■ **INSTRUCTIONS FOR THE TASK**
Repeat the data word for word, excluding every picture.

──────── RECORDS SUPPLIED ────────

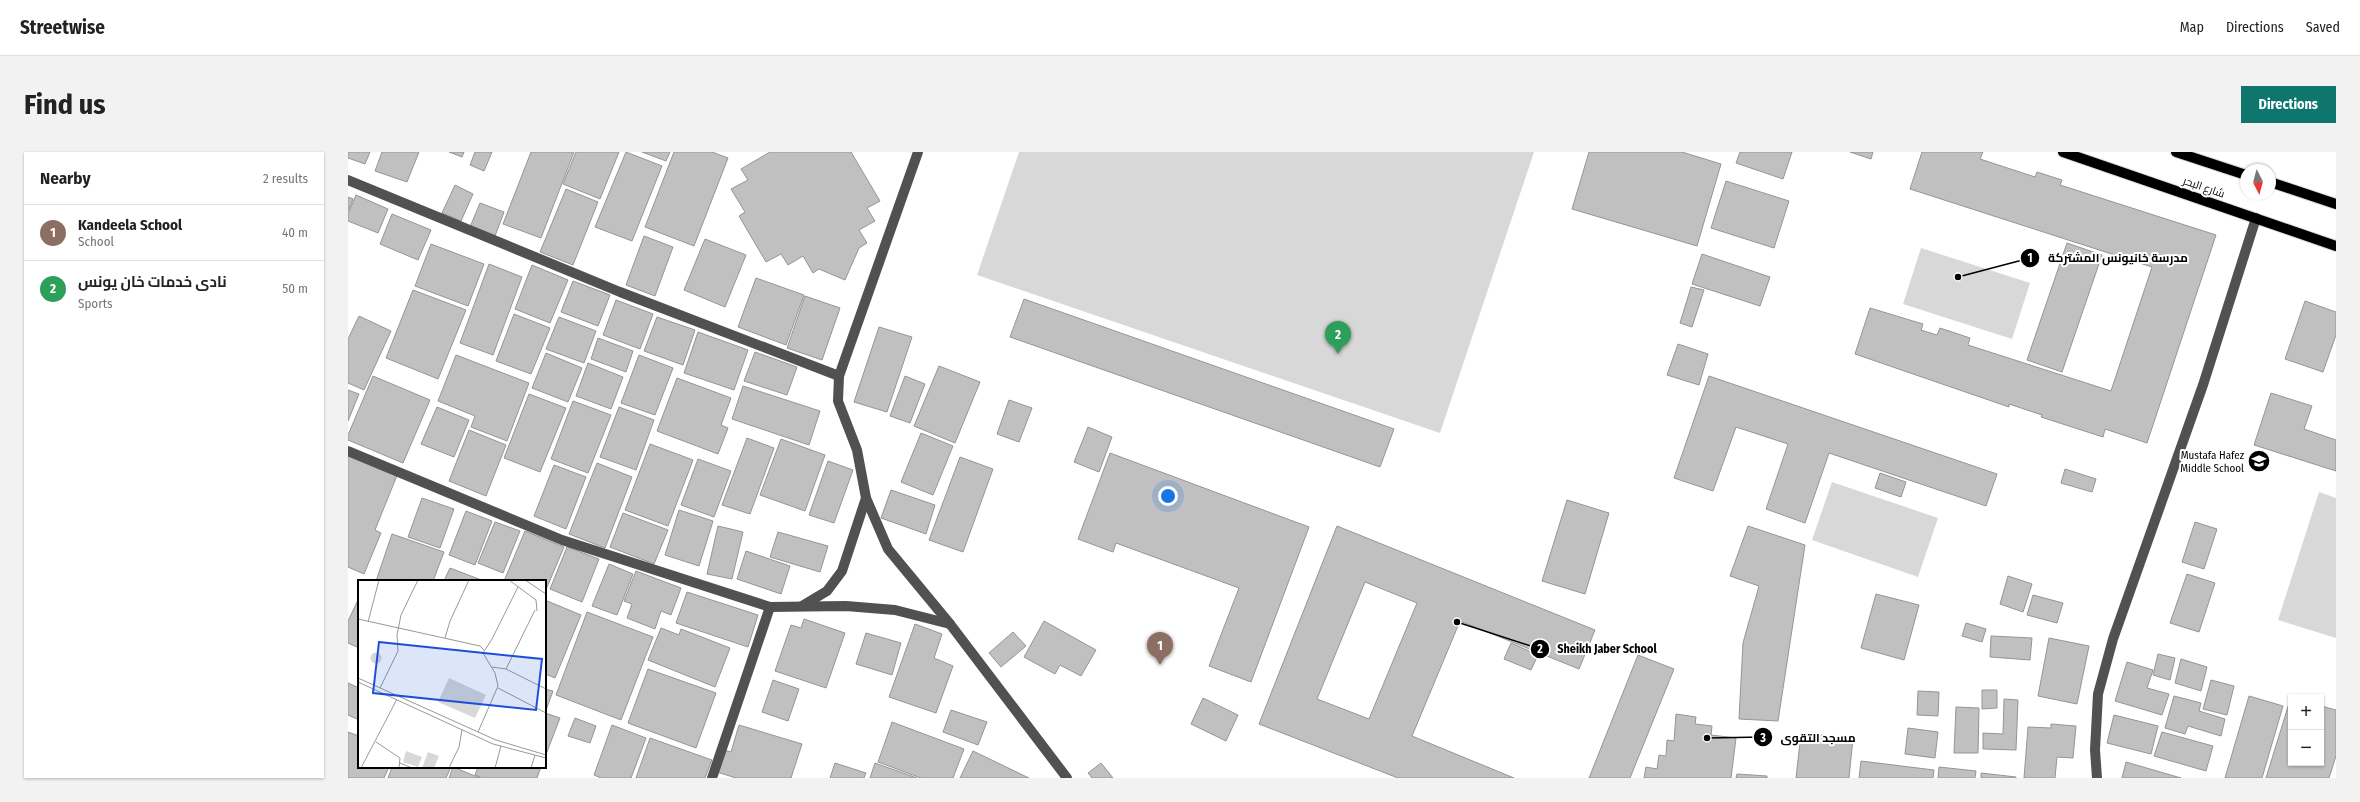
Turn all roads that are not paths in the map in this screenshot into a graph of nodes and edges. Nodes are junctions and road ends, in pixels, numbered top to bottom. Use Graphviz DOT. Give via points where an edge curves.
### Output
graph roads {
  1 [pos="918,152"];
  2 [pos="2063,152"];
  3 [pos="2176,152"];
  4 [pos="2240,173"];
  5 [pos="348,180"];
  6 [pos="2276,184"];
  7 [pos="2336,204"];
  8 [pos="2256,218"];
  9 [pos="2336,246"];
  10 [pos="839,376"];
  11 [pos="348,451"];
  12 [pos="866,498"];
  13 [pos="770,607"];
  14 [pos="800,607"];
  15 [pos="950,624"];
  16 [pos="712,778"];
  17 [pos="1067,778"];
  18 [pos="2097,778"];
  1 -- 10 [label="street"];
  2 -- 8 [label="main road, شارع البحر"];
  3 -- 4 [label="main road"];
  5 -- 10 [label="street" via="620,292"];
  6 -- 7 [label="main road"];
  8 -- 9 [label="main road, شارع البحر"];
  8 -- 18 [label="street" via="2203,385 2113,639 2098,694 2095,750"];
  10 -- 12 [label="street" via="838,401 857,450"];
  11 -- 13 [label="street" via="562,540"];
  12 -- 14 [label="street" via="842,571 827,591"];
  12 -- 15 [label="street" via="888,549"];
  13 -- 14 [label="street"];
  13 -- 16 [label="street"];
  14 -- 15 [label="street" via="846,606 895,610"];
  15 -- 17 [label="street"];
}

────────

■ **SOLUTION TO THE EXERCISE**
Turn all roads that are not paths in the map in this screenshot into a graph of nodes and edges. Nodes are junctions and road ends, in pixels, numbered top to bottom. Use Graphviz DOT. Give via points where an edge curves.
### Output
graph roads {
  1 [pos="918,152"];
  2 [pos="2063,152"];
  3 [pos="2176,152"];
  4 [pos="2240,173"];
  5 [pos="348,180"];
  6 [pos="2276,184"];
  7 [pos="2336,204"];
  8 [pos="2256,218"];
  9 [pos="2336,246"];
  10 [pos="839,376"];
  11 [pos="348,451"];
  12 [pos="866,498"];
  13 [pos="770,607"];
  14 [pos="800,607"];
  15 [pos="950,624"];
  16 [pos="712,778"];
  17 [pos="1067,778"];
  18 [pos="2097,778"];
  1 -- 10 [label="street"];
  2 -- 8 [label="main road, شارع البحر"];
  3 -- 4 [label="main road"];
  5 -- 10 [label="street" via="620,292"];
  6 -- 7 [label="main road"];
  8 -- 9 [label="main road, شارع البحر"];
  8 -- 18 [label="street" via="2203,385 2113,639 2098,694 2095,750"];
  10 -- 12 [label="street" via="838,401 857,450"];
  11 -- 13 [label="street" via="562,540"];
  12 -- 14 [label="street" via="842,571 827,591"];
  12 -- 15 [label="street" via="888,549"];
  13 -- 14 [label="street"];
  13 -- 16 [label="street"];
  14 -- 15 [label="street" via="846,606 895,610"];
  15 -- 17 [label="street"];
}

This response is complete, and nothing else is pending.